Tuesday 1 June 2010

HTRYN: Getting to know what I wrote.

A month after I started How to Revise Your Novel, how do I feel about it?

It's an eye-opener. It was designed to be just that, a course that makes the student look at their novel differently - taking it apart methodically, detaching themselves from their beloved characters in order to figure out where it went wrong and where it went right. This approach might not be right for everybody, but it appeals to me a lot. Stars Shine Brighter, though I love it still, is fraught with too many obvious mistakes and shortcomings to ignore. It's just not a very good story at that point. What's on the paper is nowhere near as shiny as what's in my mind, and even that is quite confused, so fixing it is no luxury.

Because Holly Lisle used to be a nurse, working in the ER, she uses medical metaphors to describe throughout the course. Your novel is an ER patient, who has just come in after a car-crash (or train-wreck, depending on how messed up it is). The first two months of the course, Lessons One to Eight (although it may take a lot longer than a week to work through some of the lessons), she defines as Triage, when the doctor/writer examines their patient/novel and figure out what is wrong with it.

During that first period, as a HTRYN student, you go through a number of re-reads of your novel in order to give the appropriate diagnosis (most likely it'll be diagnoses, really). Only after this long period of analysis, do you get to start making changes. Why? Because as you read your manuscript and identify its fault, sudden realisations about your work are bound to come and WHACK you around the head pretty much all the time. These are so common (and awesome!) that they even have a name on the HTRYN forums. They are the EUREKA MOMENTS!*

I will talk about the rest of the course when I get to it, but for now, let me tell you about my first few weeks of dissecting my novel.

How To Revise Your Novel, Lesson One:

Holly tells you straight up, when you read your first lesson, that it's probably the hardest one you'll have to go through. I don't know about future lessons yet, but I hope it's true because Lesson One was pretty though. Even after I had been warned that certain lessons may take longer than others to tackle, I was a bit shocked to find that Lesson One took me more than three weeks.

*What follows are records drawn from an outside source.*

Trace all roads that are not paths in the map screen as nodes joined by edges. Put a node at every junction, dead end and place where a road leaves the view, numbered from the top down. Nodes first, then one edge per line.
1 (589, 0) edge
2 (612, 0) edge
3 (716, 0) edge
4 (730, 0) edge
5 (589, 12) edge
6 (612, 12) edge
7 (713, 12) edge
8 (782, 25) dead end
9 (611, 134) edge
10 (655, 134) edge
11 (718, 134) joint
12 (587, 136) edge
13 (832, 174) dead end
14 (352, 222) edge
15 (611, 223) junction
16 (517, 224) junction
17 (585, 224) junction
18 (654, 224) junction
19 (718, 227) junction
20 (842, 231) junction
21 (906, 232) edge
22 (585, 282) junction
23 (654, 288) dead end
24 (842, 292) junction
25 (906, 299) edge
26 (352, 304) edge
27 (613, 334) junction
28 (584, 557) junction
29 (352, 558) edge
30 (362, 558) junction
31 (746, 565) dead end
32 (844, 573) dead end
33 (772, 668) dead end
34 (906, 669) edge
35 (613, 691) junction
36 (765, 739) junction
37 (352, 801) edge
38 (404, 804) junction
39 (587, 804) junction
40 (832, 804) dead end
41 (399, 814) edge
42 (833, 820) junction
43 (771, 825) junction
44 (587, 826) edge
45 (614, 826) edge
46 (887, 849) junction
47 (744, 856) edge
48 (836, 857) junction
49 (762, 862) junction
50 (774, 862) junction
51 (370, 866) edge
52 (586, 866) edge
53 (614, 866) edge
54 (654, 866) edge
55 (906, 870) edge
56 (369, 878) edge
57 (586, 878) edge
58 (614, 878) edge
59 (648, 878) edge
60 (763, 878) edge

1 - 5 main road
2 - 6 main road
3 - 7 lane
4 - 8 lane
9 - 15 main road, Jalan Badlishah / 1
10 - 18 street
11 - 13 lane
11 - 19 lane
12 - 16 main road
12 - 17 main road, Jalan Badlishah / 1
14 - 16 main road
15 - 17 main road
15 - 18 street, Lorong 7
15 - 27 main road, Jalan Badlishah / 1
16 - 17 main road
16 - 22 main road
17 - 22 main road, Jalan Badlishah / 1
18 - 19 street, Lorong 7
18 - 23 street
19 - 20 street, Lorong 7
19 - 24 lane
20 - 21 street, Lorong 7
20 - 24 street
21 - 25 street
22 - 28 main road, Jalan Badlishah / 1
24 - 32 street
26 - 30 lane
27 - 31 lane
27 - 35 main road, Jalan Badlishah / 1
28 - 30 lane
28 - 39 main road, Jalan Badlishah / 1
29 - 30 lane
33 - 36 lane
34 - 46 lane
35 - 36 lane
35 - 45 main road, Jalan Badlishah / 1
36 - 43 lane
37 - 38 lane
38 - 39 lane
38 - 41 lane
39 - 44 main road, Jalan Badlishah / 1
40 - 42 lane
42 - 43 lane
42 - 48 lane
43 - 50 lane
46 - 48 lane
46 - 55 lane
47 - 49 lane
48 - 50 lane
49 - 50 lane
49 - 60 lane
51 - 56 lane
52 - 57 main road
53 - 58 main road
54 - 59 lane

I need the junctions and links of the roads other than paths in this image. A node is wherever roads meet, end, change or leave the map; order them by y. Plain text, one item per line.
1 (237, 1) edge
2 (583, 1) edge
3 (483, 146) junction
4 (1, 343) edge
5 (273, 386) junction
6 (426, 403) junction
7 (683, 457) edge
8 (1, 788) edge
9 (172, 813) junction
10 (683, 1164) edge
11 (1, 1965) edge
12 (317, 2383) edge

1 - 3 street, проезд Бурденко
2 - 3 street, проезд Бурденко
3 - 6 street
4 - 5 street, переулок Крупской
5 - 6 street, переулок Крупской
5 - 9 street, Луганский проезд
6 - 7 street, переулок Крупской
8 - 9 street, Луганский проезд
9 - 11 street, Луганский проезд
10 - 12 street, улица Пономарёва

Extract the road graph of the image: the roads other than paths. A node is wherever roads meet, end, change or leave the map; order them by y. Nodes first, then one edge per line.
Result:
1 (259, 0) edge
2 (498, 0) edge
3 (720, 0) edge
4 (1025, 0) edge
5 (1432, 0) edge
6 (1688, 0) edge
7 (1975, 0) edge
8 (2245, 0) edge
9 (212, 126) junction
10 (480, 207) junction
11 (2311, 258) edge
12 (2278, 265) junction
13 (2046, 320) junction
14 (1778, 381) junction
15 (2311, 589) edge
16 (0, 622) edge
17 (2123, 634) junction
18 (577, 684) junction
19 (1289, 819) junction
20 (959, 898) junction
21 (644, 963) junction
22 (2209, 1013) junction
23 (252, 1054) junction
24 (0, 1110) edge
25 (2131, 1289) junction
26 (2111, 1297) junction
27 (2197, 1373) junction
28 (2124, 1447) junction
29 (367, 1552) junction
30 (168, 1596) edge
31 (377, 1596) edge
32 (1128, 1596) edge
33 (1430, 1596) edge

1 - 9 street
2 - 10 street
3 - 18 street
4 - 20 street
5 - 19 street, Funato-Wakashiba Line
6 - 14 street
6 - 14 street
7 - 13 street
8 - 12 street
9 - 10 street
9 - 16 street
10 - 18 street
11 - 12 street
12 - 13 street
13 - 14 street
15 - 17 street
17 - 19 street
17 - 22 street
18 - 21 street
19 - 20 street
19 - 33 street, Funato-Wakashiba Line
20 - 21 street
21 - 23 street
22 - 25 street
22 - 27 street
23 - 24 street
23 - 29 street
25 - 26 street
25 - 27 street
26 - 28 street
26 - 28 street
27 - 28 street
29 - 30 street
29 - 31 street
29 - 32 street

Lesson One isn't titled Magic, Despair and Grace for nothing. I thought I would stop several times and then I went on the boards, got some encouragements from graduates of the course and threw myself back into the task. I filled out the many worksheets, answering questions - What did I want my novel to be when I started? What is it like now? What came to life unplanned as I wrote it? - making notes on my manuscript every time I read something of notice - Is this good characterisation/bad characterisation? Why did this bit turn out to be so good/bad?, etc...

For me, the lesson highlighted many things that I suspected were wrong with the book and helped me see why. Because using the worksheets forced me to be methodical, it also squashed any illusions I could have, any argument I could try to oppose. Some of my characters are straw men and women. Some are flat, one-dimensional or just completely not what I would like them to be. Some bits of the plot make no sense and some elements I was fond of are just not shown at all. But I also know how this came to happen - hurrying through Nano, I left all the good stuff in my head and what made it to paper was mostly info-dumps, plot-holes and weak characters.

This may sound like it should be a depressing experience. But isn't the idea behind Nano that 'You can't revise a blank page'? Well, neither can you fix something if you don't know what's broken.

I know I'm explaining this all in foggy terms, but if I went into details this post would be even longer and I couldn't do justice to the course anyway. More on Lesson two coming up as I complete it!


*The Eureka moments are also referred to as epiphanies very often, but I favour the more science-y, less religiously-charged term. Shocker.

5 comments:

  1. This is so awesome - you're actually taking the novel and going somewhere with it. Bravo! Also, how have I never heard that quote about revising a blank page before?

    ReplyDelete
  2. Thanks Candace :)

    I thought the blank page quote was from the Nano HQ itself. Hmm, maybe i's in No Plot, No Problem (I can't check now as I've lent my copy to Sarah).

    ReplyDelete
  3. Keep trucking kiddo - it'll be worth it in the long run. And what a fascinating approach to editing a novel. :)

    ReplyDelete
  4. Soooo what happened then? What of the rest of the course?

    ReplyDelete
  5. I'd be interested to hear how you got on with the rest of the book. I've never properly revised any of my Nanonovels because I wouldn't know where to start.